実はこの話を目にしたとき、私は「ファミレスには定休日がない」ということは、あらためて「そういえばそうだ」と気づいたというのが正直なところで、これまで一度も意識したことがありませんでした。
確かにどこのどんな業態の店でも、一日中閉まっているところは見たことがないですが、「休業日がない」ということについて、強く恩恵を感じていたというほどではありません。休まずに営業し続けることは相当に大変なはずですが、その大変さが顧客にはほとんど伝わっていないように感じます。
数年前から24時間営業の廃止や営業時間の短縮がおこなわれていることは認識していたものの、「いつでも営業している」ということが、それくらい当たり前の認識になっていたということです。

このことを働く側の人たちの立場で職場環境として考えたとき、いくらシフトで回しているとは言っても「休業日なし」が当たり前の認識になっているということは、かなり大変なことではないかと思います。

最近になって、安い商品、安価なサービス、その他安さや便利さの裏には、必ずそれを引き受けている人たちの存在があるということが認識されるようになってきました。それは多くの場合、現場の末端で働く人たちの長時間労働や安い賃金によって成り立っているといわれます。立場の弱い人ほど、そのしわ寄せを引き受けざるを得なくなっています。

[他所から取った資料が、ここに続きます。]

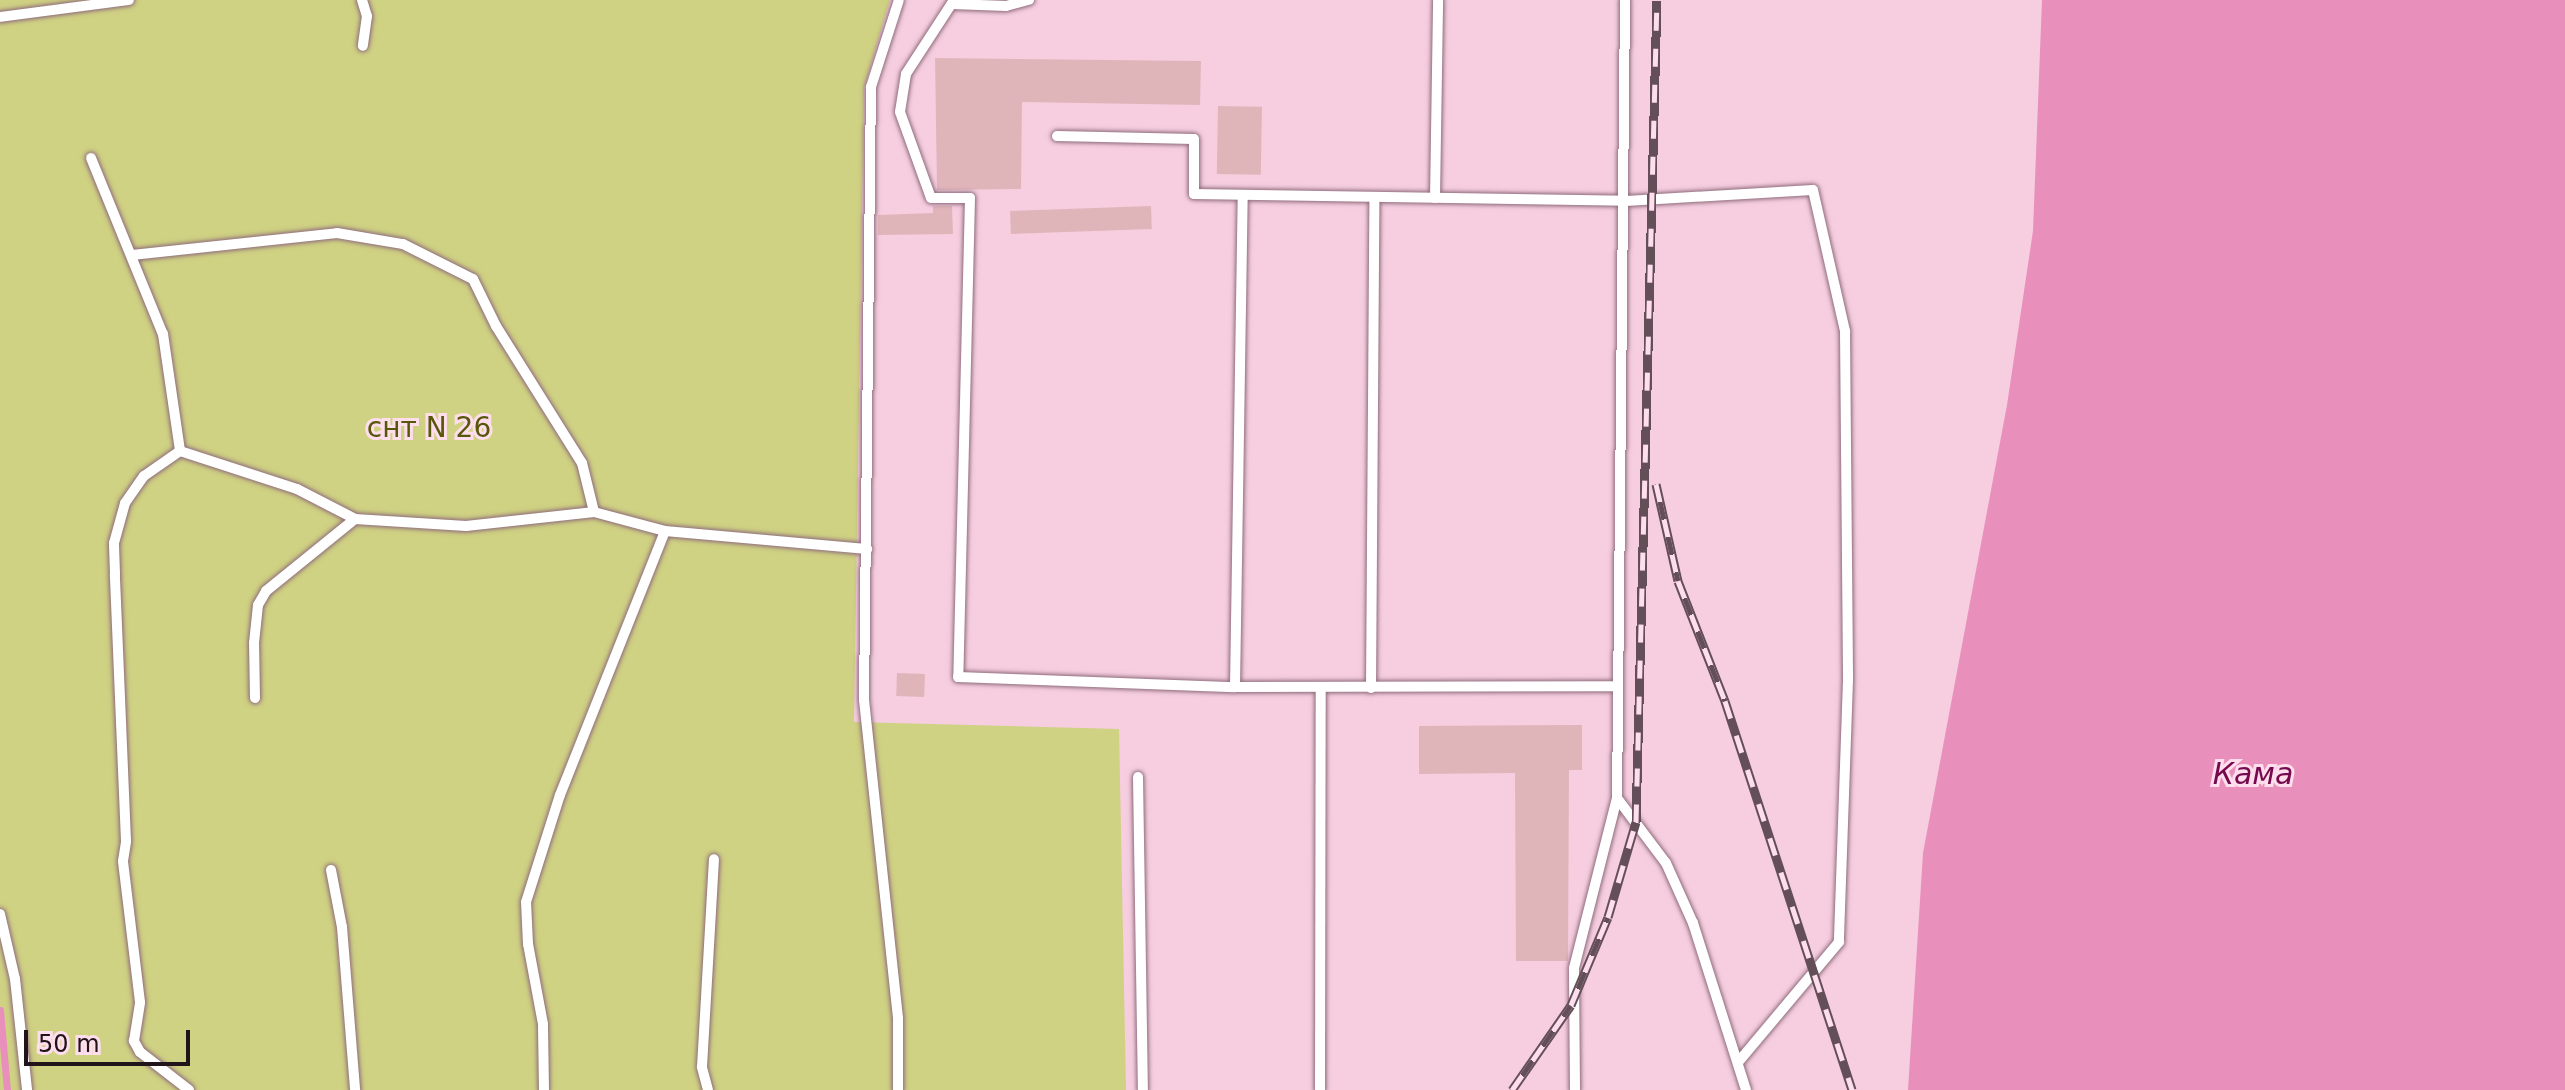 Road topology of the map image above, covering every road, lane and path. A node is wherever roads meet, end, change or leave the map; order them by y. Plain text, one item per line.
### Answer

これは別の記事で見たことですが、個人経営の飲食店はこのところどんどん減っているそうで、その理由として、やはり経営的に厳しく長時間労働にならざるを得ないことや、仕事自体も大変できつい労働環境になりがちなことから、後継者がいないままで経営者の高齢化が進み、店を閉めざるを得ないケースが多いのだそうです。
古くからある店の閉店を惜しむ声はあちこちで聞きますが、ではそういう人たちがその店をいつも利用していたのかといえば、決してそうではありません。お客は安さや便利さを優先して、大資本のチェーン店などに流れてしまいがちになり、そうやってお客がいなくなってしまえば店は続けられません。

ここ最近いろいろな取り組みが進められる「働き方改革」では、企業は高生産性や高付加価値を、働き手は過重労働や働き方の制約から解放された余裕ある働き方を目指すものですが、ともすればこれらはトレードオフの関係になってしまうものです。

もしも立場の強い者が自分たちの都合ばかりを押し通そうとすれば、どこかで誰かがそのしわ寄せを受け止めなければなりません。みんなが少しずつの不便や不都合を許容して受けとめなければ、それに見合うメリットも享受することはできません。
「ファミレスは年中無休」など、今まで当たり前だと思い込んでいたこともゼロベースで見直していかなければ様々な改革は進みませんし、一部の人たちだけが負担を受け持つことになりかねません。それでは長続きさせることもできません。

本来はすごく大変なことであるにもかかわらず、それが当たり前だと思い込んでしまっているのは、とても怖いことだと感じています。